US archaeologists have uncovered the tomb in southern Egypt of a previously unknown pharaoh who ruled 3,700 years ago, antiquities officials said on Wednesday.
The discovery by a team from the University of Pennsylvania provides new evidence that at least part of Egypt may have escaped the rule of the Hyksos, invaders from what is now Syria who dominated the Nile Delta between the 18th and 15th centuries BC, the officials said.
A royal cartouche bearing the full name of pharaoh Senebkay was found on the sarcophagus and on a wall of the tomb unearthed in the ancient city of Abydos, the head of the antiquities ministry's pharaonic department, Ali El-Asfar, said.
The team also recovered the skeleton of the pharaoh, which suggested he stood 185 centimetres (just over six foot) tall.

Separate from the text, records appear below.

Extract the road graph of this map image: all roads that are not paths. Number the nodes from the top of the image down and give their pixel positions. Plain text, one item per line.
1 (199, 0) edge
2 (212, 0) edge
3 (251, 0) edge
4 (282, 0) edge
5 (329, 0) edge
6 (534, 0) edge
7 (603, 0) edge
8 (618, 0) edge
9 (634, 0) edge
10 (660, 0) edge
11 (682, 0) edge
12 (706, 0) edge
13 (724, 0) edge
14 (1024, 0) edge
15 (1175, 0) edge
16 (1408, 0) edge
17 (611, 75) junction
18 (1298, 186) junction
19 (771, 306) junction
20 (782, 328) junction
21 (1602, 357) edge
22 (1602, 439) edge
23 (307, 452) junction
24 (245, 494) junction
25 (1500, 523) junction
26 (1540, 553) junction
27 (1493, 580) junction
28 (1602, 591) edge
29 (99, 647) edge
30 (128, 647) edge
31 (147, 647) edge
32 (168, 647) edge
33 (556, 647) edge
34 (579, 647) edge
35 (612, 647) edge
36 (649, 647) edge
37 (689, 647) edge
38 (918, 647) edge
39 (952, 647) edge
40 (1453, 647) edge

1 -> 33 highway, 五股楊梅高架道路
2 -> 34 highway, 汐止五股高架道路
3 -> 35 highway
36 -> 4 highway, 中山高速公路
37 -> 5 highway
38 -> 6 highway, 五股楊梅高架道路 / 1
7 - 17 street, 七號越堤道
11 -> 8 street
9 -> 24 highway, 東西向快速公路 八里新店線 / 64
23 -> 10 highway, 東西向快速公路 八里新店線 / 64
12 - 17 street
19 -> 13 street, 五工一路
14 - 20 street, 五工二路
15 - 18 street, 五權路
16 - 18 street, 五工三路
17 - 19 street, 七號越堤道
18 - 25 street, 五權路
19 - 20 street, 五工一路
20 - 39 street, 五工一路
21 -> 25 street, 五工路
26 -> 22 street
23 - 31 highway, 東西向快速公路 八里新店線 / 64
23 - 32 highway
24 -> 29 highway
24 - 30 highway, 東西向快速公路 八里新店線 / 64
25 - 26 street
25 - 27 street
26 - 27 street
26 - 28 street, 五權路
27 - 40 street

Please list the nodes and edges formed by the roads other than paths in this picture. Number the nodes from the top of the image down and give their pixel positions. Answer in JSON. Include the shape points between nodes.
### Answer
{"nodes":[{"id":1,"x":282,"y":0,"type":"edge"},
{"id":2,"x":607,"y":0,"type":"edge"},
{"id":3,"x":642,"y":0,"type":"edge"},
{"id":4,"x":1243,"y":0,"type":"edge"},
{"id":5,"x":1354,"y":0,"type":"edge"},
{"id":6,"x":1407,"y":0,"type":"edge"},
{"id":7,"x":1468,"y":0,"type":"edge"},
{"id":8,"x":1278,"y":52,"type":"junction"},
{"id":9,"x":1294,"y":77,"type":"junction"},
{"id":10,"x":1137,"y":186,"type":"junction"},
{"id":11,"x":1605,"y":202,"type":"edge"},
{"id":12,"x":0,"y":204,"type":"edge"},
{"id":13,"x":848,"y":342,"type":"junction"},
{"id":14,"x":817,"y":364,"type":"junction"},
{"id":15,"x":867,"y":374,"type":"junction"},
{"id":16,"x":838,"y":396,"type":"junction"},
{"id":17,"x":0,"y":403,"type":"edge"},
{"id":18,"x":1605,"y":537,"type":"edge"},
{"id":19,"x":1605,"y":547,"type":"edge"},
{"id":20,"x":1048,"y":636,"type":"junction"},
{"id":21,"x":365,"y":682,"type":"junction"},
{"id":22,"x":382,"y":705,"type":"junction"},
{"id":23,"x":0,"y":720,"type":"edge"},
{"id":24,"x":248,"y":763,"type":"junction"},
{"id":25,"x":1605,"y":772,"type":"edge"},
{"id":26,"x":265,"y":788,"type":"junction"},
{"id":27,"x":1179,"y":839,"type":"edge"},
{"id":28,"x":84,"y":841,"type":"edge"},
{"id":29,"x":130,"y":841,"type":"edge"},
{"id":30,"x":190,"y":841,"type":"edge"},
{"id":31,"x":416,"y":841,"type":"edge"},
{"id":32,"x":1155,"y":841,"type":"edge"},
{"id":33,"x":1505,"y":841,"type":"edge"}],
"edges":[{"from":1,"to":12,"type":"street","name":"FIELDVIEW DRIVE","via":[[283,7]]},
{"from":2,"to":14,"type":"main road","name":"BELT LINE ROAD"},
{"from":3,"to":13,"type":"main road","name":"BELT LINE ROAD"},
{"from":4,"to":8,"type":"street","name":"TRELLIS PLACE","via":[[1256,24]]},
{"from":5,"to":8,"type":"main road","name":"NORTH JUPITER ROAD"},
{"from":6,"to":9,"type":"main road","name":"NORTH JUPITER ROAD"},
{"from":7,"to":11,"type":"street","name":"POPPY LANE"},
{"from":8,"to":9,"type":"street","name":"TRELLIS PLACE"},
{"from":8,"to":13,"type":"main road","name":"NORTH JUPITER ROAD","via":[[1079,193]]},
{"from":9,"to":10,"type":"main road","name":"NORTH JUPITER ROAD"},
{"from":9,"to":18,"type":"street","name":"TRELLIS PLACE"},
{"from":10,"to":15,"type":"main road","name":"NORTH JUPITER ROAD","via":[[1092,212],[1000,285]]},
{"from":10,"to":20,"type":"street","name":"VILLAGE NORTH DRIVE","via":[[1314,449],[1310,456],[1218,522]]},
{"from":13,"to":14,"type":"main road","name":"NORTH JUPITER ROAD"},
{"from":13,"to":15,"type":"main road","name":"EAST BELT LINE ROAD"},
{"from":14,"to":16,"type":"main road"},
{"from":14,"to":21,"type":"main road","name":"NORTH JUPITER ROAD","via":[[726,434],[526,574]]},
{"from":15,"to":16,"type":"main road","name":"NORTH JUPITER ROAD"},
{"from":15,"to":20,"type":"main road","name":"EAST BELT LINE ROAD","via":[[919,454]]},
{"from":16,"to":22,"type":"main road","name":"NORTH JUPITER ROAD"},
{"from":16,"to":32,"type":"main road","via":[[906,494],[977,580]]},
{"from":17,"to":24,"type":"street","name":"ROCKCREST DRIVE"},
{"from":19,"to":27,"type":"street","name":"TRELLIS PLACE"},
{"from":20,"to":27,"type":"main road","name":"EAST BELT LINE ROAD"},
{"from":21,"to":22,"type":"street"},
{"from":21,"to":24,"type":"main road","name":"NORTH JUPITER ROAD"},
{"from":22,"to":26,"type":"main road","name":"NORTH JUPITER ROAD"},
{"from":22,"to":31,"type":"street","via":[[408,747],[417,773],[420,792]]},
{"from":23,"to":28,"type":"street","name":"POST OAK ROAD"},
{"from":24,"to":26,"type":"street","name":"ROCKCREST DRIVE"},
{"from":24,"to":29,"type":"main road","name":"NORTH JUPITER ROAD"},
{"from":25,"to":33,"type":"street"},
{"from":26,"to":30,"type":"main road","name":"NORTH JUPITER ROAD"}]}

They found canopic vases, traditionally used to preserve body organs, but no grave goods, suggesting the tomb was robbed in ancient times.
Asfar said the discovery suggested that the rule of the Hyksos did not extend to all of Egypt and that a native dynasty managed to preserve its independence in the south.
"The royal family in Abydos, which may have been founded by Senebkay, is of Egyptian origin and did not submit to the Hyksos's rule," he said.
The same US team announced last week that it had identified the pharaoh whose tomb they unearthed at Abydos last year.
Pharaoh Sobekhotep I is believed to have been the founder of the 13th dynasty 3,800 years ago. His identity was established after the team found fragments of a slab inscribed with his name.